By Lorin Enns
In the wake of the school shooting on Wednesday, Feb. 14 at Stoneman Douglas High School in Parkland, Florida, talk of stricter gun laws has once again come to light. 17 were injured and an additional 17 people lost their lives at the hands of Nikolas Cruz, a 19-year-old former student who was expelled from Stoneman Douglas High for disciplinary problems. He entered the school at 2:21 p.m. with an AR-15 semi-automatic rifle and began shooting. News outlets flooded screens with updates as the situation unfolded, but the real question behind the pain and heartache: could this have been prevented?
Since the attack, protests have taken the nation by storm. Students walked out of class by the thousands in country-wide demonstrations to honor those lost in the Stoneman shooting and demanded that gun laws be changed. Teenagers in major cities and hundreds of smaller towns alike participated in one of the largest school walkouts in history, comparable to the dissidents of the 1960s Vietnam war protest, where students wore black armbands to speak out against the violence. Students sported orange attire and shirts that read #NeverAgain to represent awareness for gun violence.
“The shirt’s main goal was to make us look like a unified front,” junior Rayne Hayes, who sold and distributed shirts, said. “We didn’t take any money from the shirts; we donated it all to Everytown for Gun Safety.”

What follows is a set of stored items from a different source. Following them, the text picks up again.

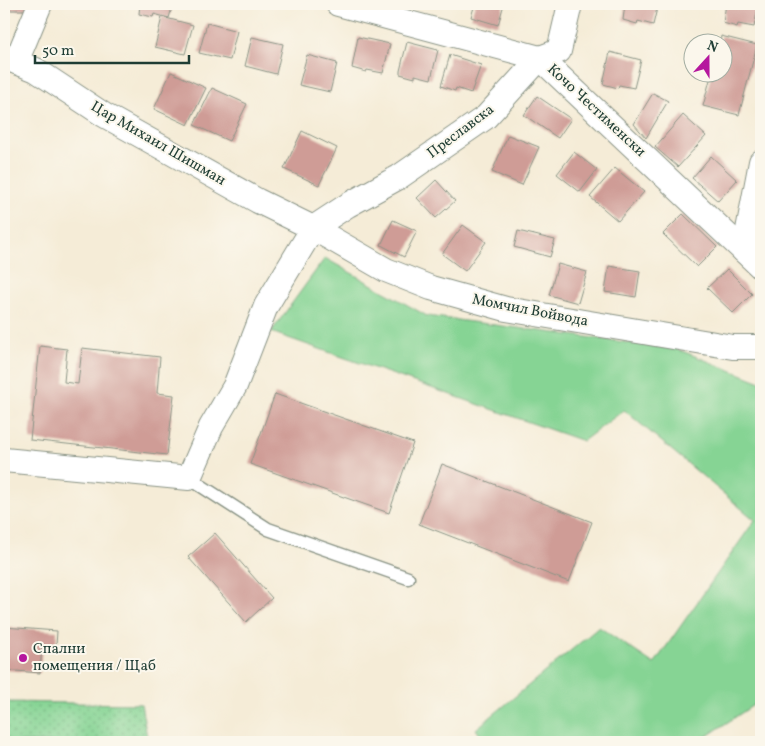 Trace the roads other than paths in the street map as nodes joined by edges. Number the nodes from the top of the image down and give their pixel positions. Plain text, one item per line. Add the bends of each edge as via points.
1 (40, 4) edge
2 (338, 4) edge
3 (570, 4) edge
4 (540, 58) junction
5 (10, 59) edge
6 (761, 162) edge
7 (314, 228) junction
8 (744, 251) junction
9 (761, 267) edge
10 (761, 347) edge
11 (4, 460) edge
12 (188, 478) junction
13 (408, 578) dead end

1 - 5 street
2 - 4 street, Кочо Честименски
3 - 4 street, Преславска via 559,51
4 - 7 street, Преславска via 486,117 399,177
4 - 8 street, Кочо Честименски
5 - 7 street, Цар Михаил Шишман via 36,70 104,115 258,201
6 - 8 street
7 - 10 street, Момчил Войвода via 386,270 430,288 497,306 732,347
7 - 12 street via 266,306 235,386 211,427
8 - 9 street, Кочо Честименски
11 - 12 street
12 - 13 lane via 268,528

Teen protesters made headlines all across the country, including those at Columbine High School who walked out for 30 minutes, 17 minutes for the students killed in Parkland and another 13 for those who were killed in the infamous Columbine shooting. Another student walkout is scheduled for Friday, April 20, the 19-year anniversary of the Columbine massacre; however, this one is different than the last. Protesters participating in the second walkout since the attack in Florida are expected to walk out and not come back, pushing the limits of school rules in demands that their government listen to them. An Instagram account has been created specifically to provide Coronado students with information about the demonstration.

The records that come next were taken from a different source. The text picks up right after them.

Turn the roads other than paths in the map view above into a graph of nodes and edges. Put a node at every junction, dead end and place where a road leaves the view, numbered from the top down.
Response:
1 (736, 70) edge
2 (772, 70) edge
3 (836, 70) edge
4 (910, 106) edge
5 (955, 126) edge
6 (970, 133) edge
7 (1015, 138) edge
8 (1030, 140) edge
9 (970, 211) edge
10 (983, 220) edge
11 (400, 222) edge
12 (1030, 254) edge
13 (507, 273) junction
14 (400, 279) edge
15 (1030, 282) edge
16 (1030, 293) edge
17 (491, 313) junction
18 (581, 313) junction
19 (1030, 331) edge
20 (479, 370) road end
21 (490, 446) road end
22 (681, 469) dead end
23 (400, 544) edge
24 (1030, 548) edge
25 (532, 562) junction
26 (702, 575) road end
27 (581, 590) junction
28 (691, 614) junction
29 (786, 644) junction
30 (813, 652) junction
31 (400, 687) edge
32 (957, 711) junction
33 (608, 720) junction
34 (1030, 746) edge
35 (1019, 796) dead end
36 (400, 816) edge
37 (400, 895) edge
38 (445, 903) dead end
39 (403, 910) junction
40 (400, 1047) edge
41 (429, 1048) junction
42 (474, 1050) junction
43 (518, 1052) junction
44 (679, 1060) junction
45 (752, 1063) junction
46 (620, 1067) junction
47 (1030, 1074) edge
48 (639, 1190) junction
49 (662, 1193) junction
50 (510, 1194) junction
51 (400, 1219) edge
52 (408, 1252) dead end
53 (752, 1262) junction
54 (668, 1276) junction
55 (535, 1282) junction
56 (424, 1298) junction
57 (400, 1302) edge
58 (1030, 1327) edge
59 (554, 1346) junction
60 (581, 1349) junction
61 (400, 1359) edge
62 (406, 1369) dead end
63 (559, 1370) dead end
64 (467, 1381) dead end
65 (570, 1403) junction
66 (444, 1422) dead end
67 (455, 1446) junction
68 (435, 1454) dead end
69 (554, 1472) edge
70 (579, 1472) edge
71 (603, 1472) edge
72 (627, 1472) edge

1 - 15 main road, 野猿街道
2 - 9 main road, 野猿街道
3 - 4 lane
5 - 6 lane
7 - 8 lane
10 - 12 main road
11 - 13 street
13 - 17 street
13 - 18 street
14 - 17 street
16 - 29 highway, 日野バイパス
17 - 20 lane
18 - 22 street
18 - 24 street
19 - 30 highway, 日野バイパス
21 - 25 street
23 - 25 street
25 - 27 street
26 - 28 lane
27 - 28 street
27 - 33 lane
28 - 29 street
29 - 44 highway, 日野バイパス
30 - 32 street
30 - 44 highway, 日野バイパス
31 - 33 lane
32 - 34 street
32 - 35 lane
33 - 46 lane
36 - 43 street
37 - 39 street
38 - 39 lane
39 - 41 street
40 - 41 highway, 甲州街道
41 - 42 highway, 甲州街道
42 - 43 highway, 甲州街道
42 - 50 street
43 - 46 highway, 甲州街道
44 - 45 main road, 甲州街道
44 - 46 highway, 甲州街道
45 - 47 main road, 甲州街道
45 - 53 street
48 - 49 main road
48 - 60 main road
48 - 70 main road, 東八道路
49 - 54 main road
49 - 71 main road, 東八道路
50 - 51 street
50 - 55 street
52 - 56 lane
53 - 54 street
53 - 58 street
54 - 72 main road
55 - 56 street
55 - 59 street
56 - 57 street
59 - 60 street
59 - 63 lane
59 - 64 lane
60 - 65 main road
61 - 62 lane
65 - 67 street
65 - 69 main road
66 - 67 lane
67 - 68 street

Civil disobedience is not a new practice. Throughout history, especially within the last 100 years, groups of people have peacefully protested their oppressors, using non-violence to bring about a shift in society. Gandhi’s salt march to the sea to boycott the use of British goods, along with Martin Luther King Jr. and his peaceful fight against a prejudice and segregated nation were causes diverting from the norm to push for change. Today, our nation is divided in a different way, but students are taking things into their own hands to change that.
This second walkout, however, is different from the first. Due to the nature of Friday’s walkout, where participants will walk out and stay out, students can be marked truant and are urged to weigh their options and consider the impact of the consequences for themselves. Despite the consequences, a handful of students are still expected to walk out.
“I never want to feel obligated to dilute my voice or opinion to appeal to other people,” Zoe Tinson, senior, said. “The system in place is broken and hurting so many people, which means that something has to be wrong with it. If people just obey the oppressor, nothing is going to change. I’ve found that there are always consequences for every action when you’re not conforming to a set system, and those consequences always have to be worth it. For me, having control over my voice and the ability to take some form of action will always be more important than following a set of rules that is constantly negatively affecting society.”